Of course, I also faced limitations and difficulties. For example, the different qualities of connectivity during the calls, the loss of records due to the malfunction of the screen recording application that failed me more than once, and the expertise in the use of the cell phone camera by the interviewees.

Image 2. Screenshot showing a banner with a photo of Roberto Morales, Sandra Garcia’s husband, in the living room of her house in Piura, Peru. Lima, 22 May 2020. Source: Image generated by the author and shared with the authorization of the interviewee.


As initial reflections

While this new virtual methodological approach may express the restriction of the activities initially planned, it also presents the opportunity to reflect on and generate knowledge concerning my research subject in the context of contemporary conditions of fieldwork. The forms of interviewing and observing that I described requires a methodological reflection, about not only the way in which the empirical data is being collected but also the nature of the data in itself (their register, transcription and processing).

To do so, I think it is important to discuss: i) the interaction with interlocutors through digital means of communication, who during our conversations share their memories and actions concerning family photographs; ii) an analysis of the camera setting of virtual conversations, in which we discuss family photos and portraits; iii) the generation of unexpected images, such as the screenshots of the interview videos and the visual record of my own presence, which also constitute empirical data; iv) finally, the expression and sharing of emotions about painful memories online is to be conceptualized.

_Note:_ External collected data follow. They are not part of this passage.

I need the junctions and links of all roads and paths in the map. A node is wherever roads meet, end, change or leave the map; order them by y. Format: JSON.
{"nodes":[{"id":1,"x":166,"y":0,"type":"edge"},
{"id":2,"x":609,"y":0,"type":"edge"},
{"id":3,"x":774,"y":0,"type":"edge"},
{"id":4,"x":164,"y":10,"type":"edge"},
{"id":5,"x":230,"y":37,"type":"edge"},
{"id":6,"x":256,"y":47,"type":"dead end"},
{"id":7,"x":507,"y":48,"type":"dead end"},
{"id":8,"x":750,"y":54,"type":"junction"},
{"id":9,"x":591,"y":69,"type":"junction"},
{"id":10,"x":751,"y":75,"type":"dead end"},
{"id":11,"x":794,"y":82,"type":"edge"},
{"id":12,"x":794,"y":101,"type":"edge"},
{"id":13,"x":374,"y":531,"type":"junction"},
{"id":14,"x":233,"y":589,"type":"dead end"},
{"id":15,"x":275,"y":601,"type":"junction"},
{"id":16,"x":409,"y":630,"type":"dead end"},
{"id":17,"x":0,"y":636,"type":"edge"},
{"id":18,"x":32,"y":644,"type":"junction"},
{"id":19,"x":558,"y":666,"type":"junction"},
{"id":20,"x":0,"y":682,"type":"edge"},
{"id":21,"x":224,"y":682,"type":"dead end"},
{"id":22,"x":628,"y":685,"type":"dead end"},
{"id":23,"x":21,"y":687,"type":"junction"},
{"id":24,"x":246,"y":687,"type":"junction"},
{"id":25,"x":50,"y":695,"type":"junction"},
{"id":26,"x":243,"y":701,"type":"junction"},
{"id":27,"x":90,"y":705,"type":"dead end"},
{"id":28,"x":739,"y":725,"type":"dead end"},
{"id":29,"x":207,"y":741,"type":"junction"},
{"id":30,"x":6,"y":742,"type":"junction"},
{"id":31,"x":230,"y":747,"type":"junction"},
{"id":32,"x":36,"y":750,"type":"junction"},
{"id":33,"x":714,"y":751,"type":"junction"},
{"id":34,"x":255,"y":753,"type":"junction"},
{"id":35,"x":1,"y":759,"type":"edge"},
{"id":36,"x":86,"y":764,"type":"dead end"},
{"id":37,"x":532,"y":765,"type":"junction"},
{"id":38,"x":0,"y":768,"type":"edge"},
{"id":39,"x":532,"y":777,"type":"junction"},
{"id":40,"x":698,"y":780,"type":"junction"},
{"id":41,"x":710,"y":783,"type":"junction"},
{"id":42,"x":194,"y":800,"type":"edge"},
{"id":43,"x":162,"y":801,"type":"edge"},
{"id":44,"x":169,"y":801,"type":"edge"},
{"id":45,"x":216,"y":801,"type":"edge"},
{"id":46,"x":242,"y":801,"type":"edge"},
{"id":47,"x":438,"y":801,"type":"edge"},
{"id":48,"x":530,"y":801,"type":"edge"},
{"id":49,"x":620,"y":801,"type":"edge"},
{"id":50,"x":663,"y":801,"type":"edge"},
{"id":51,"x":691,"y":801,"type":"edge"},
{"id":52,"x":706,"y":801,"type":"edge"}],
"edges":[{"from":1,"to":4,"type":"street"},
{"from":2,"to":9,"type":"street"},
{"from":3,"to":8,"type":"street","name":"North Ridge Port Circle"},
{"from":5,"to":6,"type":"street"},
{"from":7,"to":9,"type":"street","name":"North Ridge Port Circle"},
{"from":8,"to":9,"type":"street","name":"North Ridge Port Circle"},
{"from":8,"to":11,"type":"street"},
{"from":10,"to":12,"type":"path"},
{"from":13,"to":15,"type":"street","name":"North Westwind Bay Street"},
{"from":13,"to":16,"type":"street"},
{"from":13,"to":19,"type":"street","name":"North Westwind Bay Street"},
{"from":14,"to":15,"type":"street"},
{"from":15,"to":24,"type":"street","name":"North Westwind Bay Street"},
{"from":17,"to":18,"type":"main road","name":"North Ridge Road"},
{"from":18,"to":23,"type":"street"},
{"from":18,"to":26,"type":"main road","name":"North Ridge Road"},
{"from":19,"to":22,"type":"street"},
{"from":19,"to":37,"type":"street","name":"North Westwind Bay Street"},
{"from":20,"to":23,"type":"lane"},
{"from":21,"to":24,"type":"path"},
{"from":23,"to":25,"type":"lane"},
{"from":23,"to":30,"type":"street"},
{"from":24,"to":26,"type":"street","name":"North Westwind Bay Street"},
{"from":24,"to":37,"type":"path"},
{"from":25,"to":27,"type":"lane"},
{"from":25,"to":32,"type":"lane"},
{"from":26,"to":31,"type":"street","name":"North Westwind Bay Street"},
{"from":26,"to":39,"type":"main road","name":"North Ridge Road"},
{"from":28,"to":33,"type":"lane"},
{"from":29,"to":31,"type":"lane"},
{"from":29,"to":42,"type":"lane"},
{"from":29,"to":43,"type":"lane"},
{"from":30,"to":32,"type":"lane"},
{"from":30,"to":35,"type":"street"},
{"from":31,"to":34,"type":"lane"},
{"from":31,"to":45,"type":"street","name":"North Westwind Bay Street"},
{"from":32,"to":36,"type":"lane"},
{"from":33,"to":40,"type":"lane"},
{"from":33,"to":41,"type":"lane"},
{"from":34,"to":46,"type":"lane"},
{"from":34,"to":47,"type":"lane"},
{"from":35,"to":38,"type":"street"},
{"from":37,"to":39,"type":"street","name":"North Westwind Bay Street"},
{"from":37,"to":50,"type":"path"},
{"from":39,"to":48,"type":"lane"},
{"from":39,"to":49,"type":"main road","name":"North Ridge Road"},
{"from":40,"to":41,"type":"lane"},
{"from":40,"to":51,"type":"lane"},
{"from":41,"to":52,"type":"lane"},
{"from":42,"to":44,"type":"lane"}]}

All these activities will allow me to approach my research objectives: i) register the discursive, visual and material repertoires of my interlocutors and ii) document the way in which family memories are involved in post-conflict processes and how they are represented.

Written on 2 October 2020 and revised on 8 October 2020


Mercedes Figueroa Espejo is a doctoral candidate in Anthropology by the Lateinamerika-Institut of Freie Universität Berlin and a DAAD scholarship holder. She possess teaching experience and research interests on fields such as urban studies, visual anthropology, cultural memory and heritage. Contact: mercedes.figueroa[at]fu-berlin.de


[1] In the early 1980s, the terrorist groups Sendero Luminoso (Shining Path) and Movimiento Revolucionario Túpac Amaru (MRTA) declared war on the Peruvian state, whose response, together with its armed forces, triggered an armed conflict that resulted in unprecedented violence in the country. As a result of this confrontation, the Truth and Reconciliation Commission (CVR) estimated that there were approximately 69,280 victims, including the dead and the disappeared, in a period of 20 years.

[2] Families of dead police officers have little involvement in public discussions about what happened in Peru between 1980 and 2000. Nor have they been adequately considered as subjects of reparation by the Peruvian state during its post-conflict transition. They have a tense relationship with the police institution which, while it seems to give them a sense of belonging and pride, also seems to have forgotten them and does not recognize their rights.

[3] Also called “compulsory social isolation”, a measure that orders the population to remain at home from 18:00 p.m. to 5:00 a.m., according to Supreme Decree 044-2020-PCM.

[4] The latest Peruvian government measure has extended the state of emergency until October 31st, according to Supreme Decree 156-2020-PCM.


Collier, Jhon & Malcolm Collier. 1986. Visual Anthropology: Photography as a Research Method. Mexico: UNM Press.

Comisión de la Verdad y Reconciliación (CVR). 2003. Informe Final de la Comisión de la Verdad y Reconciliación. Lima: CVR. https://www.cverdad.org.pe/ifinal/

Jelin, Elizabeth 2001. Los trabajos de la memoria. Barcelona: Siglo Veintiuno editores. https://www.academia.edu/24442775/Jelin_Elizabeth_Los_trabajos_de_la_memoria

Miller, Daniel. 2020. How to Conduct an Ethnography during Social Isolation. https://www.youtube.com/watch?v=NSiTrYB-0so. Last access: 28 September 2020.

Rose, Gillian. 2010. Doing Family Photography: The Domestic, the Public and the Politics of Sentiment. London & New York: Routledge.

Pink, Sarah. 2006. Doing visual ethnography London: Sage Publications.